While dropbox allows modifying files in the folder, git-annex freezes them upon creation, using symlinks.

This is a core design simplification of git-annex. But it is problematic too:

  • To allow directly editing files in its folder, something like ?smudge is needed, to get rid of the symlinks that stand in for the files.
  • OSX seems to have a ?lot of problems with stupid programs that follow symlinks and present the git-annex hash filename to the user.
  • FAT sucks and doesn't support symlinks at all, so Android can't have regular repos on it.

One approach for this would be to hide the git repo away somewhere, and have the git-annex assistant watch a regular directory, with regular files.

There would have to be a mapping from files to git-annex objects. And some intelligent way to determine when a file has been changed and no longer corresponds to its object. (Not expensive hashing every time, plz.)

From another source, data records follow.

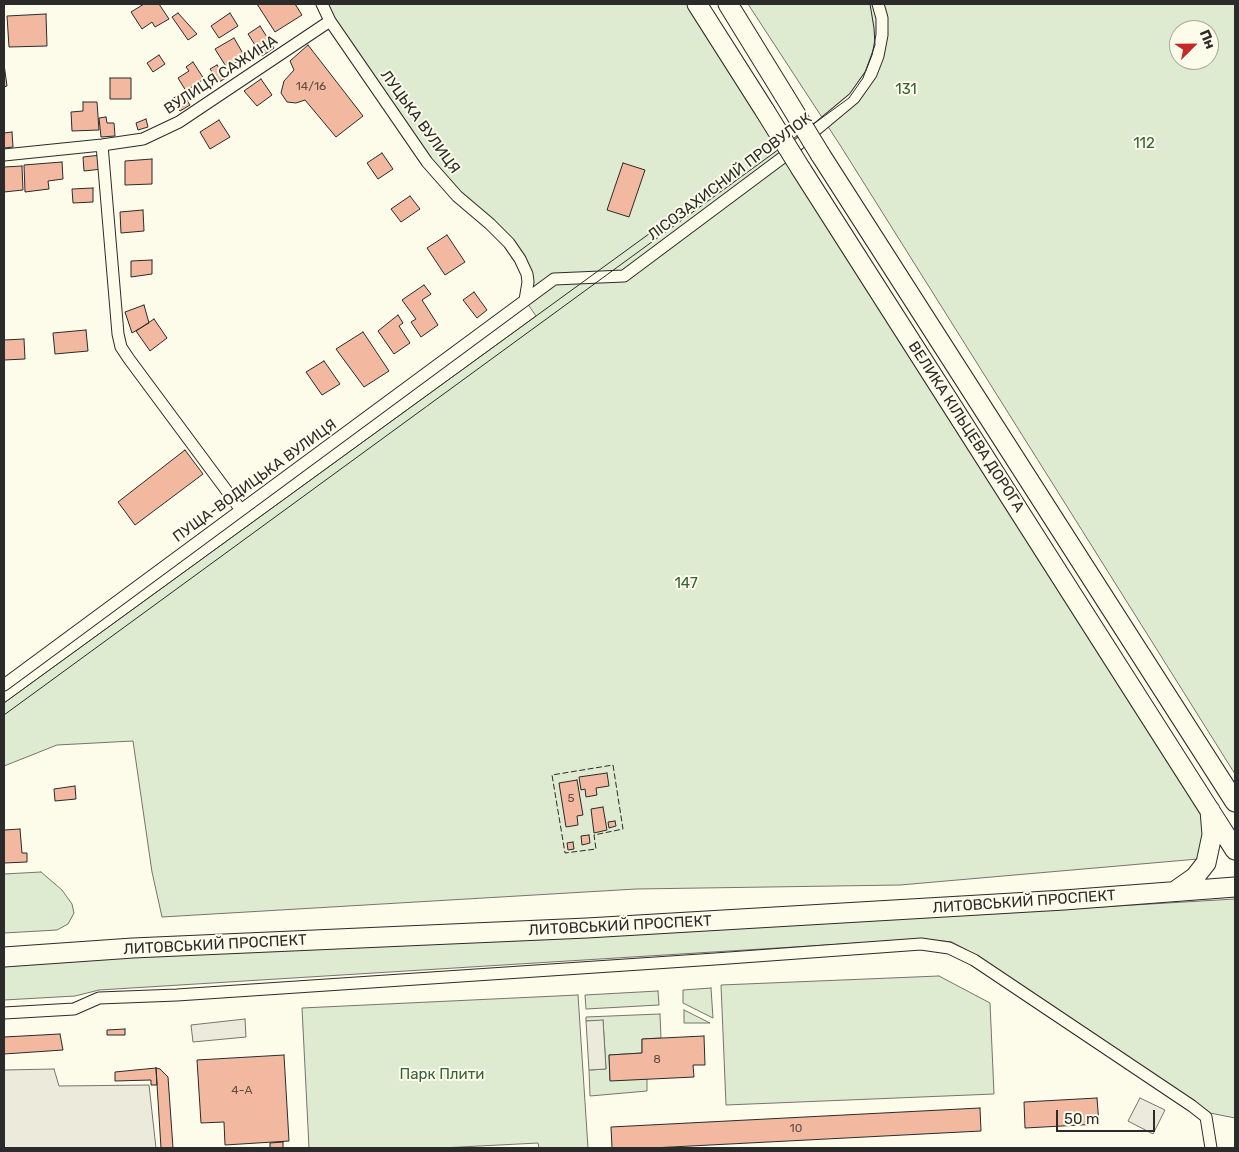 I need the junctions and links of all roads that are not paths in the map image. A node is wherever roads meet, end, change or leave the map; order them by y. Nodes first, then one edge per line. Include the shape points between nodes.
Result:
1 (322, 4) edge
2 (697, 4) edge
3 (728, 4) edge
4 (878, 4) edge
5 (330, 21) junction
6 (102, 145) junction
7 (4, 155) edge
8 (525, 300) junction
9 (241, 510) junction
10 (4, 685) edge
11 (1235, 802) edge
12 (1210, 809) junction
13 (1235, 850) edge
14 (1235, 887) edge
15 (1174, 891) junction
16 (4, 957) edge
17 (4, 1013) edge
18 (1211, 1148) edge

1 - 5 street, ЛУЦЬКА ВУЛИЦЯ
2 - 12 main road, ВЕЛИКА КІЛЬЦЕВА ДОРОГА, bridge
3 - 11 main road, ВЕЛИКА КІЛЬЦЕВА ДОРОГА, bridge via 820,154
4 - 8 street, ЛІСОЗАХИСНИЙ ПРОВУЛОК via 882,35 871,74 854,98 829,120 624,276 554,280
5 - 6 street, ВУЛИЦЯ САЖИНА via 179,122 143,139
5 - 8 street, ЛУЦЬКА ВУЛИЦЯ via 427,162 457,196 509,243 527,274
6 - 7 street, ВУЛИЦЯ САЖИНА
6 - 9 street via 121,347
8 - 9 street, ПУЩА-ВОДИЦЬКА ВУЛИЦЯ
9 - 10 street, ПУЩА-ВОДИЦЬКА ВУЛИЦЯ
12 - 13 main road, ВЕЛИКА КІЛЬЦЕВА ДОРОГА
12 - 15 main road via 1212,835 1206,862 1195,877
14 - 15 main road, ЛИТОВСЬКИЙ ПРОСПЕКТ
15 - 16 main road, ЛИТОВСЬКИЙ ПРОСПЕКТ via 597,928 133,948
17 - 18 street via 74,1009 99,998 921,944 949,948 974,960 1186,1102 1206,1117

Since this leaves every file open to modification, any such repository probably needs to be considered untrusted by git-annex. So it doesn't leave its only copy of a file in such a repository, but instead syncs it to a proper git-annex repository.

The assistant would make git commits still, of symlinks. It can already do that with without actual symlinks existing on disk. More difficult is handling merging; git merge wants a real repository with files it can really operate on. The assistant would need to calculate merges on its own, and update the regular directory to reflect changes made in the merge.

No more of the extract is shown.